High-Mileage HF and Hybrid

I didn't get the opportunity to drive the Civic HF, but Honda says it's practically the same as the regular sedan. The greater efficiency comes mainly from different tires and aerodynamic changes, including the wheels, underbody treatments, a small trunklid spoiler and the smoothing out of the front bumper to match that of the Civic Hybrid.

The 2012 Civic Hybrid benefits from a larger gas engine, a 1.5-liter four-cylinder replacing a 1.3-liter. It combines with a more powerful electric motor for quicker acceleration yet improves mileage from 40/43 mpg in the 2011 to 44/44 mpg. You can feel the difference off the line, and though there's still some delay as the continuously variable automatic transmission whirs away, it's more responsive than before and more linear than the Toyota Prius.

Because the electric motor is essentially fixed to the crankshaft, the gas engine stops only when the car comes to a stop. Regardless, Honda says, the Civic Hybrid can maintain moderate cruising speed on electric power alone. Acceleration and high-speed cruising requires gas to be burned.

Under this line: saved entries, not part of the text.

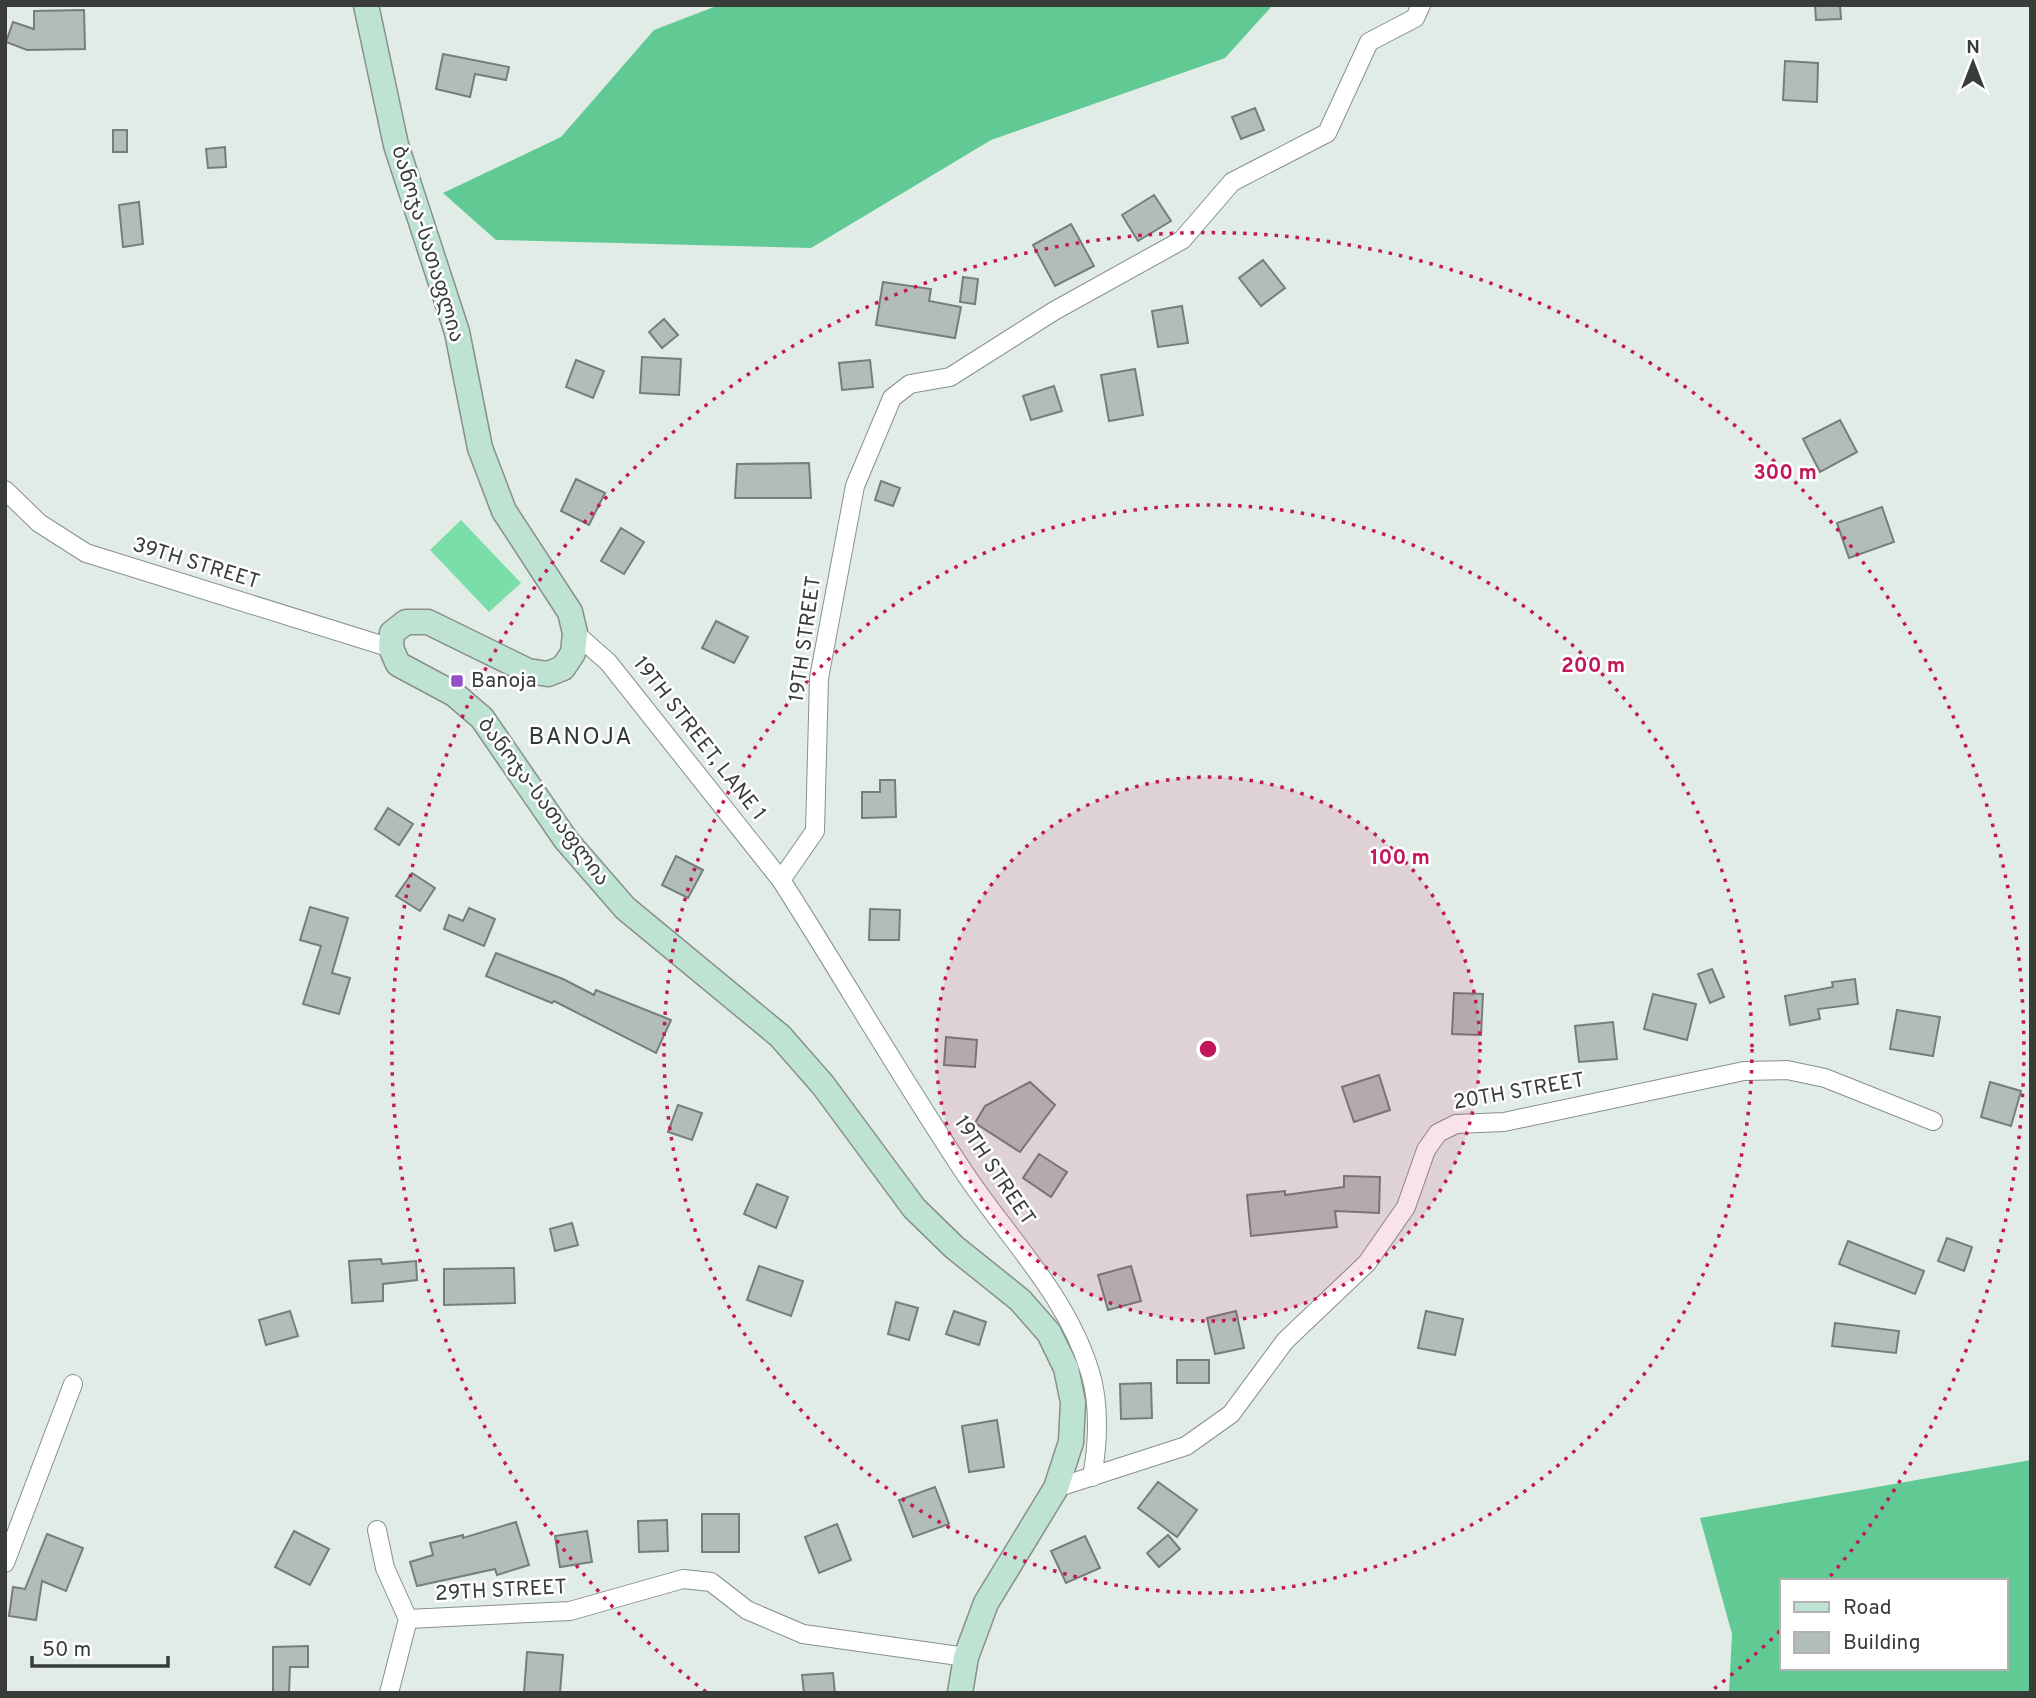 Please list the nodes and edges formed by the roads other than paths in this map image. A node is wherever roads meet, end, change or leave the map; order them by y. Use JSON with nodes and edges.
{"nodes":[{"id":1,"x":366,"y":5,"type":"edge"},
{"id":2,"x":1421,"y":5,"type":"edge"},
{"id":3,"x":5,"y":490,"type":"edge"},
{"id":4,"x":575,"y":633,"type":"junction"},
{"id":5,"x":391,"y":648,"type":"junction"},
{"id":6,"x":781,"y":880,"type":"junction"},
{"id":7,"x":1933,"y":1121,"type":"dead end"},
{"id":8,"x":73,"y":1384,"type":"dead end"},
{"id":9,"x":1092,"y":1477,"type":"junction"},
{"id":10,"x":1056,"y":1488,"type":"junction"},
{"id":11,"x":377,"y":1530,"type":"dead end"},
{"id":12,"x":5,"y":1563,"type":"edge"},
{"id":13,"x":408,"y":1619,"type":"junction"},
{"id":14,"x":966,"y":1657,"type":"junction"},
{"id":15,"x":389,"y":1693,"type":"edge"},
{"id":16,"x":960,"y":1693,"type":"edge"}],
"edges":[{"from":1,"to":4,"type":"street","name":"ბანოჯა-სათაფლია"},
{"from":2,"to":6,"type":"street","name":"19TH STREET"},
{"from":3,"to":5,"type":"street","name":"39TH STREET"},
{"from":4,"to":5,"type":"street"},
{"from":4,"to":6,"type":"street","name":"19TH STREET, LANE 1"},
{"from":5,"to":10,"type":"street","name":"ბანოჯა-სათაფლია"},
{"from":6,"to":9,"type":"street","name":"19TH STREET"},
{"from":7,"to":9,"type":"street","name":"20TH STREET"},
{"from":8,"to":12,"type":"street"},
{"from":9,"to":10,"type":"street","name":"20TH STREET"},
{"from":10,"to":14,"type":"street","name":"ბანოჯა-სათაფლია"},
{"from":11,"to":13,"type":"street","name":"29TH STREET"},
{"from":13,"to":14,"type":"street","name":"29TH STREET"},
{"from":13,"to":15,"type":"street"},
{"from":14,"to":16,"type":"street","name":"ბანოჯა-სათაფლია"}]}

This is the first Honda, and one of the first hybrids, to employ a lithium-ion battery in lieu of the nickel-metal-hydride type that has driven the hybrid revolution. It helps keep weight and size down and increases the trunk volume to 10.7 cubic feet versus the 2011's 10.4 cubic feet, though the backseat doesn't fold in the Civic Hybrid — typical of hybrid sedans. The regular sedan's trunk measures 12.5 cubic feet; the coupe's is 11.7.